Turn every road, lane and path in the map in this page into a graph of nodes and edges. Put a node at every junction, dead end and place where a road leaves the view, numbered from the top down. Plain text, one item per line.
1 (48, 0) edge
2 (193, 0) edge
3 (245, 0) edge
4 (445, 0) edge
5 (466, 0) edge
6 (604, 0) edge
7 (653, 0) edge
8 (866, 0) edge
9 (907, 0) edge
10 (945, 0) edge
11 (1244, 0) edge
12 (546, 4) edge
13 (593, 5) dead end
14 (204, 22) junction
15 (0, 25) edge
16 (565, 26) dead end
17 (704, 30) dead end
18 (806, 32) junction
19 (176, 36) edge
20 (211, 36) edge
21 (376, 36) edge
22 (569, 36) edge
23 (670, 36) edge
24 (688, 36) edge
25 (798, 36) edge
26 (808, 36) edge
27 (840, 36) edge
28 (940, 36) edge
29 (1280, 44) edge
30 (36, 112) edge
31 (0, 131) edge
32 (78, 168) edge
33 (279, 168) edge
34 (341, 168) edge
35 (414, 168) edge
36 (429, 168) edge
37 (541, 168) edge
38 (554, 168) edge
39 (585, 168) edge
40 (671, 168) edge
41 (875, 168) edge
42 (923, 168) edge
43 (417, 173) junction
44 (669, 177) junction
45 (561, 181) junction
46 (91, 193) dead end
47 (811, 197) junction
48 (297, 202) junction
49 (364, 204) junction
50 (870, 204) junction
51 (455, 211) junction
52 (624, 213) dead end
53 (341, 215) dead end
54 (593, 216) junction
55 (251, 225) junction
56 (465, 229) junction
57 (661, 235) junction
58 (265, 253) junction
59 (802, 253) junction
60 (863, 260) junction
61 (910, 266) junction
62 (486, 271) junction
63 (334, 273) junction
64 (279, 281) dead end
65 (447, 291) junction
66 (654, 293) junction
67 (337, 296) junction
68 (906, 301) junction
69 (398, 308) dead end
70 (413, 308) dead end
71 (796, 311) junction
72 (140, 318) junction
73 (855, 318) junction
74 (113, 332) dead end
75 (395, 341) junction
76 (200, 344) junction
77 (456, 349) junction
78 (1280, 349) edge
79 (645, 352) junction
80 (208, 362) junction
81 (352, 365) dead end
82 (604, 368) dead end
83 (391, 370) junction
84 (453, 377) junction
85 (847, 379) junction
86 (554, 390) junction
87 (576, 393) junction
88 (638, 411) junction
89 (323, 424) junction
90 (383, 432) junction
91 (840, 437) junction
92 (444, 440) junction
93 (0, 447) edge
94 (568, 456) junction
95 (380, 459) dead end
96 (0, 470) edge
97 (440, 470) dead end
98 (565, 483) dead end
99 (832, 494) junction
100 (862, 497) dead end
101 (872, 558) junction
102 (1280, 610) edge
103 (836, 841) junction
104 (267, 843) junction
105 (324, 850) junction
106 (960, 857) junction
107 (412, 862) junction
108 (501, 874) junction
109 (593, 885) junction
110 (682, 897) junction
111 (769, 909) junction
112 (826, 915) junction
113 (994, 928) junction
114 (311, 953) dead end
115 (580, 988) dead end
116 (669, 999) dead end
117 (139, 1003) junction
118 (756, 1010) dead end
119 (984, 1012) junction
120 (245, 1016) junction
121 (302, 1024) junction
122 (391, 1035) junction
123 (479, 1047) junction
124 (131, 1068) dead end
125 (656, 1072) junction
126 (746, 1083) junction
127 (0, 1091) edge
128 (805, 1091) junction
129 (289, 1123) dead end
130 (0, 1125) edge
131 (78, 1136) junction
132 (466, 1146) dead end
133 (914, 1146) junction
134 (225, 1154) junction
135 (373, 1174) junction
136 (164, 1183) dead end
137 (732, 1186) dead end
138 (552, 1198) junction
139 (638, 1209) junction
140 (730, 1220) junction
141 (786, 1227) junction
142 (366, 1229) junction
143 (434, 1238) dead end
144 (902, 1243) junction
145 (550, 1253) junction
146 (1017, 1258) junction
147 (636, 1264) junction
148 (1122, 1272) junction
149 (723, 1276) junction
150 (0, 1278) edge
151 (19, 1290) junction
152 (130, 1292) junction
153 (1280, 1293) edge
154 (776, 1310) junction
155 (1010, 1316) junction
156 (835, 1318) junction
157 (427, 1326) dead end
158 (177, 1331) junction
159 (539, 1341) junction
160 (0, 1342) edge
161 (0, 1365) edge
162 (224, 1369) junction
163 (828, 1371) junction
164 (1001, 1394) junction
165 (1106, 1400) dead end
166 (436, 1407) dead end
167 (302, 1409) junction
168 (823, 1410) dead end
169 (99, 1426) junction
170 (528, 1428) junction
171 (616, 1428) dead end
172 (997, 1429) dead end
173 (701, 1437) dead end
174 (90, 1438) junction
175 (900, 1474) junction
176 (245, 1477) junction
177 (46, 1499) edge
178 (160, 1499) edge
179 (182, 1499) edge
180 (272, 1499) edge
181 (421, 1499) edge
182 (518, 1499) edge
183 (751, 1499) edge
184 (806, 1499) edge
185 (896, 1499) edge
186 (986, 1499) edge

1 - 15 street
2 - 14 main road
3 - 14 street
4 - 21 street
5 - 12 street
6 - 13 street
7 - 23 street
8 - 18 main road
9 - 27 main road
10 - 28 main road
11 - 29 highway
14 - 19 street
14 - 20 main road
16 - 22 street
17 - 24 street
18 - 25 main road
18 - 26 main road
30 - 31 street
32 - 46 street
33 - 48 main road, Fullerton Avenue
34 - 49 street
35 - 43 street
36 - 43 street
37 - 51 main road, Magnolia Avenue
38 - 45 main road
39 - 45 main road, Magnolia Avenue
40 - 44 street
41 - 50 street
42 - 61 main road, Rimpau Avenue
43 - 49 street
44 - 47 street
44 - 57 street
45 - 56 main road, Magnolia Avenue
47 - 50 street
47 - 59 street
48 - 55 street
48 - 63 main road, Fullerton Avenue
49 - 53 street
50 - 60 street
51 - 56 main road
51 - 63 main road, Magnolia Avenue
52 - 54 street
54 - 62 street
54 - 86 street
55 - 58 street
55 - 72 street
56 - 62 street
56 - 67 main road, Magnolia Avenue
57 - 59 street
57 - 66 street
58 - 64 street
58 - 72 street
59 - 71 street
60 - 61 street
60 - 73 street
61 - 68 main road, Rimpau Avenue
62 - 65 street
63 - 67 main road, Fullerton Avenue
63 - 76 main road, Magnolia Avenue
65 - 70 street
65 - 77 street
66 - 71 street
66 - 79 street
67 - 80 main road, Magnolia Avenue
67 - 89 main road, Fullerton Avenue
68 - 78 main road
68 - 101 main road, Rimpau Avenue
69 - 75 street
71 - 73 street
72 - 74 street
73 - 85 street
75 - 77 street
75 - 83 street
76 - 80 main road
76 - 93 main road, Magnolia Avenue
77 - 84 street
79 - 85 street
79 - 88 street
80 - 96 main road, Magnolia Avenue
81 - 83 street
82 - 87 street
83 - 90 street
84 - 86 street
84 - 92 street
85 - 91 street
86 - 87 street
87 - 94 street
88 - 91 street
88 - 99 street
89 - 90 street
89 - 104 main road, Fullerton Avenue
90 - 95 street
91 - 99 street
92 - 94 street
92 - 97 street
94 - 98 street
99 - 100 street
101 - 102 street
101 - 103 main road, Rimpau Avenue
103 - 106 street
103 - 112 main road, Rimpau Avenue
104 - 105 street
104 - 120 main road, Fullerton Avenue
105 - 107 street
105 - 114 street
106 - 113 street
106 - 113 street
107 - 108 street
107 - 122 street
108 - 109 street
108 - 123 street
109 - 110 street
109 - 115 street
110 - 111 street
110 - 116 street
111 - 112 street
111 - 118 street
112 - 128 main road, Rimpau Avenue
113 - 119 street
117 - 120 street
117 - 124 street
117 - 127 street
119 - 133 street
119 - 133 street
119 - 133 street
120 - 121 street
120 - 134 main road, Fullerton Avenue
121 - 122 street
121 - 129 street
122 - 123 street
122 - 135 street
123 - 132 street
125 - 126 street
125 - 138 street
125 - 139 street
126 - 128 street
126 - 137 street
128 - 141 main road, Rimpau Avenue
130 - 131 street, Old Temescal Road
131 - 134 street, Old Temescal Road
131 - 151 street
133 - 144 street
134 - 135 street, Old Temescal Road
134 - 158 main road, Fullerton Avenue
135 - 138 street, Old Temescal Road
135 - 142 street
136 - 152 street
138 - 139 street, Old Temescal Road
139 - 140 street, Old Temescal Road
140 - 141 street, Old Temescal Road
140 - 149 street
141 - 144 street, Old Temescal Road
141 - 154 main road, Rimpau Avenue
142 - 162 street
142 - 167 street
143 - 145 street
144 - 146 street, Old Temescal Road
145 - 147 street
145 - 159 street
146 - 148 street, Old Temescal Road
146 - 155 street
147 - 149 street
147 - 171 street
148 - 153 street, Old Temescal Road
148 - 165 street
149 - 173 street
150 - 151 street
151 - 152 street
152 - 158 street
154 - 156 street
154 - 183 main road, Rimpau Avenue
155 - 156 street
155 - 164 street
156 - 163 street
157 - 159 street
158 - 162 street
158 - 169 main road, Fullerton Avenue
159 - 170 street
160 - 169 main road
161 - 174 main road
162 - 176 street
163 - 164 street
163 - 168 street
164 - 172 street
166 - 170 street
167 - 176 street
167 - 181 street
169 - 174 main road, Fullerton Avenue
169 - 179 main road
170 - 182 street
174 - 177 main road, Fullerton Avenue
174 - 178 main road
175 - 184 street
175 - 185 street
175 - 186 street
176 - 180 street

▬▬▬▬▬▬▬▬▬▬

**Task to carry out**.
Some lines above hold the word "Fullerton". Copy all of them.

**Answer to this exercise**.
33 - 48 main road, Fullerton Avenue
48 - 63 main road, Fullerton Avenue
63 - 67 main road, Fullerton Avenue
67 - 89 main road, Fullerton Avenue
89 - 104 main road, Fullerton Avenue
104 - 120 main road, Fullerton Avenue
120 - 134 main road, Fullerton Avenue
134 - 158 main road, Fullerton Avenue
158 - 169 main road, Fullerton Avenue
169 - 174 main road, Fullerton Avenue
174 - 177 main road, Fullerton Avenue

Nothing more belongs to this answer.